Last night was day two of a week without Mrs. Show Me Eats being in the house, so dinner needed to be quick and easy. Tasty would be a plus. Check, check and check.
Here’s what we had:
Braised Cabbage with Apple-Cinnamon Sausages
A suggestion card by the cabbages at The Root Cellar the other day recommended shredding cabbage and cooking it in butter and milk. Milk and cabbage, frankly, sounds pretty gross. But the card promised it was “kid friendly,” and “there’s never enough!” It was so earnest and hopeful I grabbed a cabbage and decided to give it a shot. I was glad I did.
4 Apple-Cinnamon Sausages (from Swiss Meats – thanks, Jamie and Chris)
2 heads of cabbage, shredded thinly (sounds like a lot, but trust me, you’ll want it)
1 T butter
1 cup whole milk
Salt and pepper to taste
Place sausages on a griddle or cast iron pan and brown over medium heat, rolling them every few minutes.
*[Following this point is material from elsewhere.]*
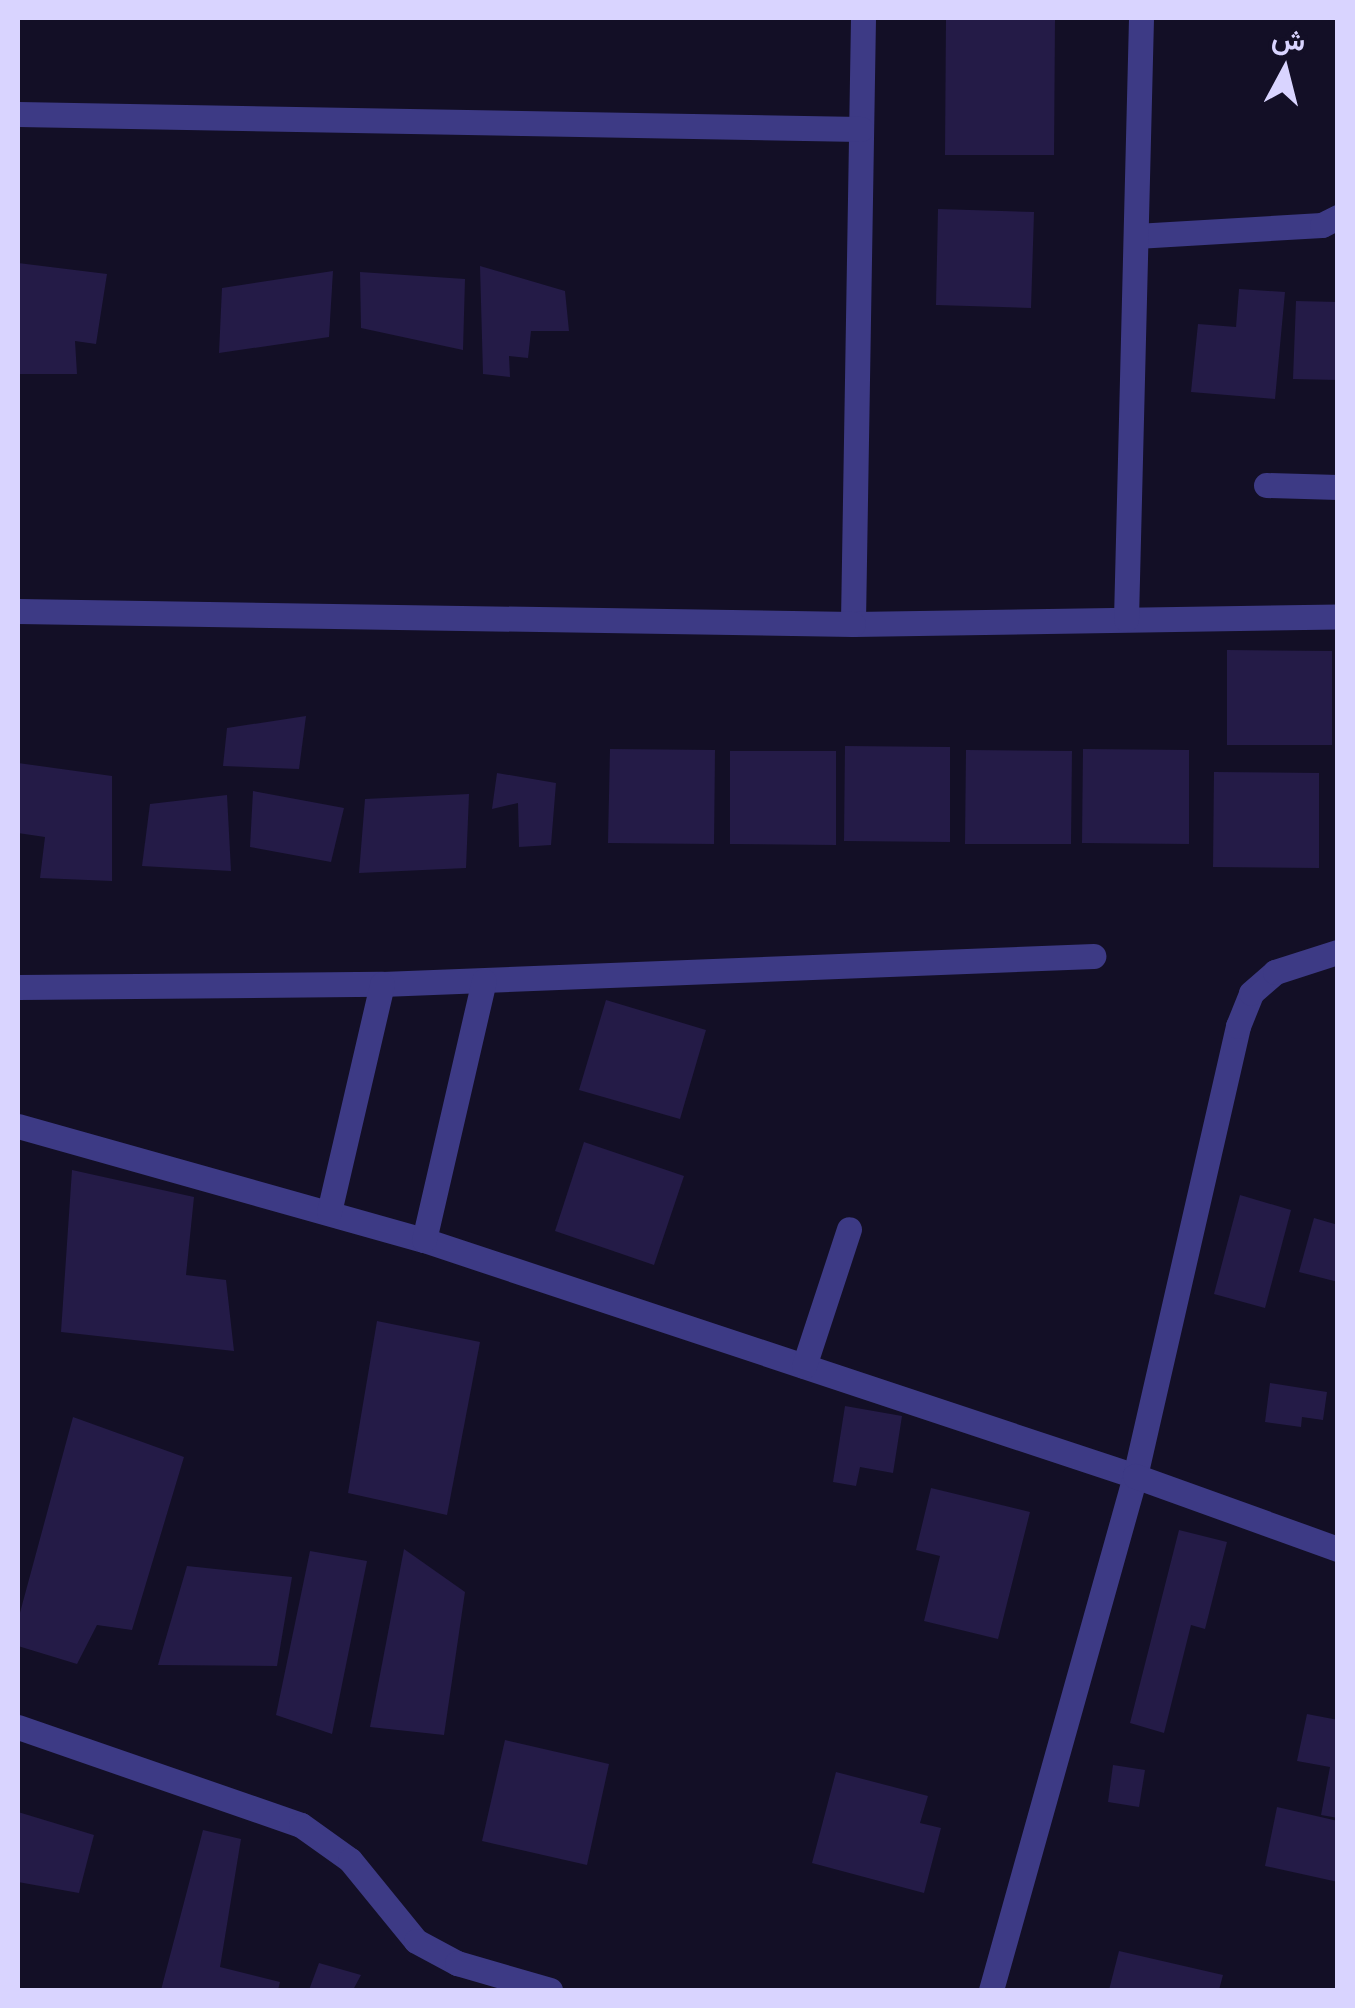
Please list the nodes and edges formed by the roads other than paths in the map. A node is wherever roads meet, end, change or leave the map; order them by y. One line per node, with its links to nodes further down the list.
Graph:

Meanwhile, melt butter in a good-size pot and when hot, toss in the cabbage, stirring to coat. Cook over medium heat until wilted, about three minutes. Add milk, cook down another five minutes and then toss the sausages on top of the cabbage, where they will finish cooking – five more minutes. Salt and pepper to taste.
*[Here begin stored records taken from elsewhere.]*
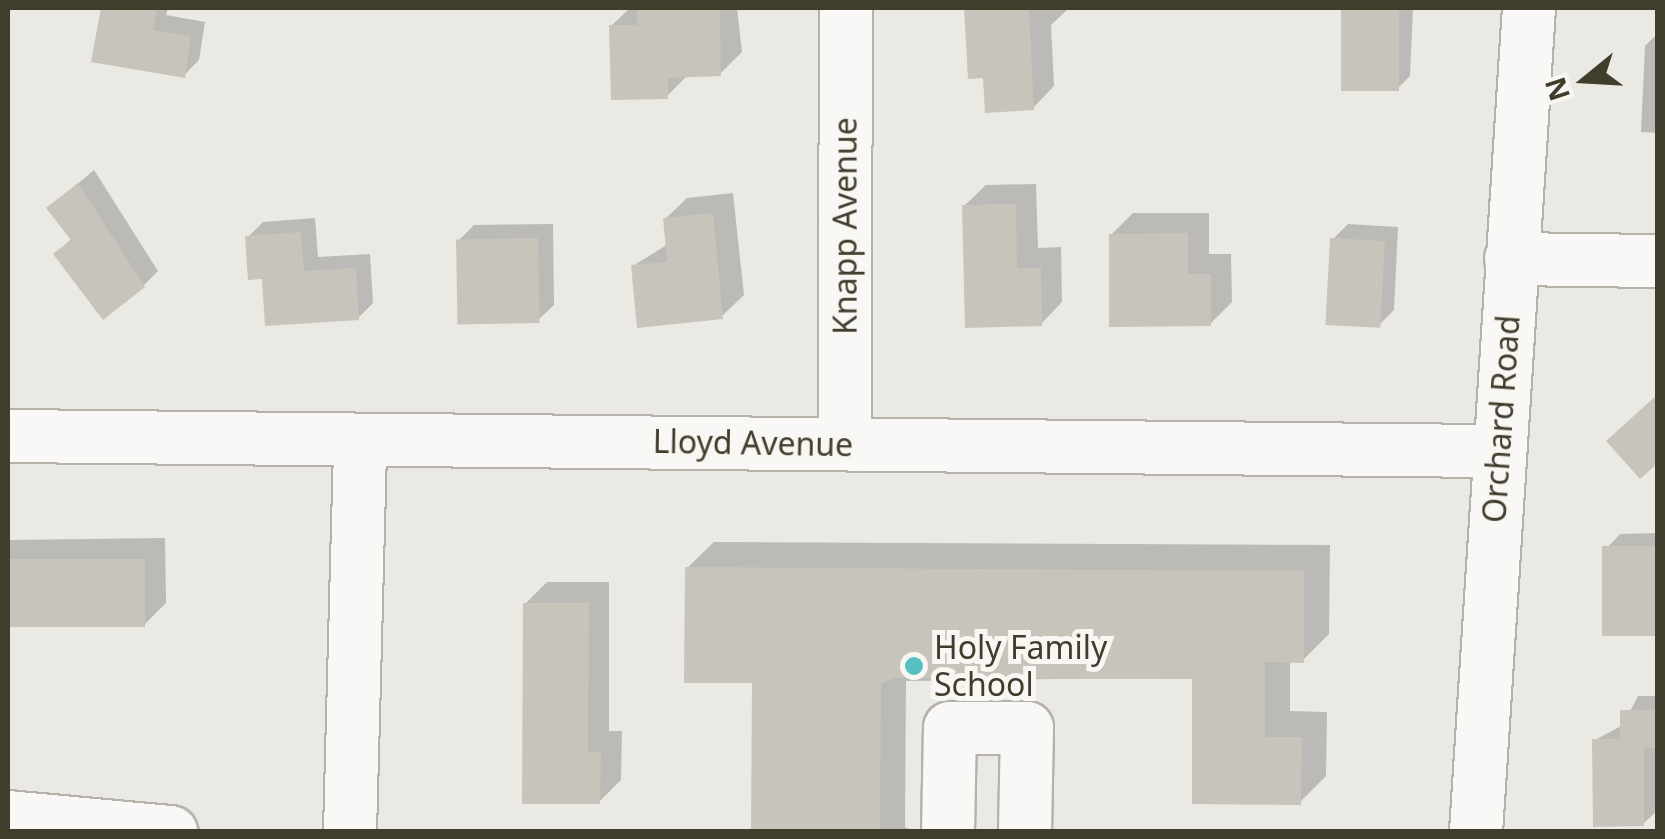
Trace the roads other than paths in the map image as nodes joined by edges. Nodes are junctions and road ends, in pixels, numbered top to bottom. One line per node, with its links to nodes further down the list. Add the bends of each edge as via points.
1 (846, 8): 7 (street, Knapp Avenue)
2 (1528, 8): 3 (street, Orchard Road)
3 (1511, 259): 4 (street); 8 (street, Orchard Road)
4 (1658, 261)
5 (8, 436): 6 (street, Lloyd Avenue)
6 (360, 440): 7 (street, Lloyd Avenue); 11 (street)
7 (845, 444): 8 (street, Lloyd Avenue)
8 (1498, 451): 14 (street, Orchard Road)
9 (8, 816): 10 (street)
10 (171, 832)
11 (350, 832)
12 (948, 832): 13 (street, via 950,728 1027,728)
13 (1025, 832)
14 (1476, 832)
To serve, place two cups of cabbage on a plate and top with a sausage. On a weekend some potato cakes or spaetzle would have been nice. We just had bread.
We – the four year-old and I – shredded the cabbage the day before to maximize speed on the following weeknight. The whole thing came together in under 30 minutes. The cabbage was rich and sweet and surprisingly deeply flavored. This is a dish even cabbage-haters could warm to; both kids loved it.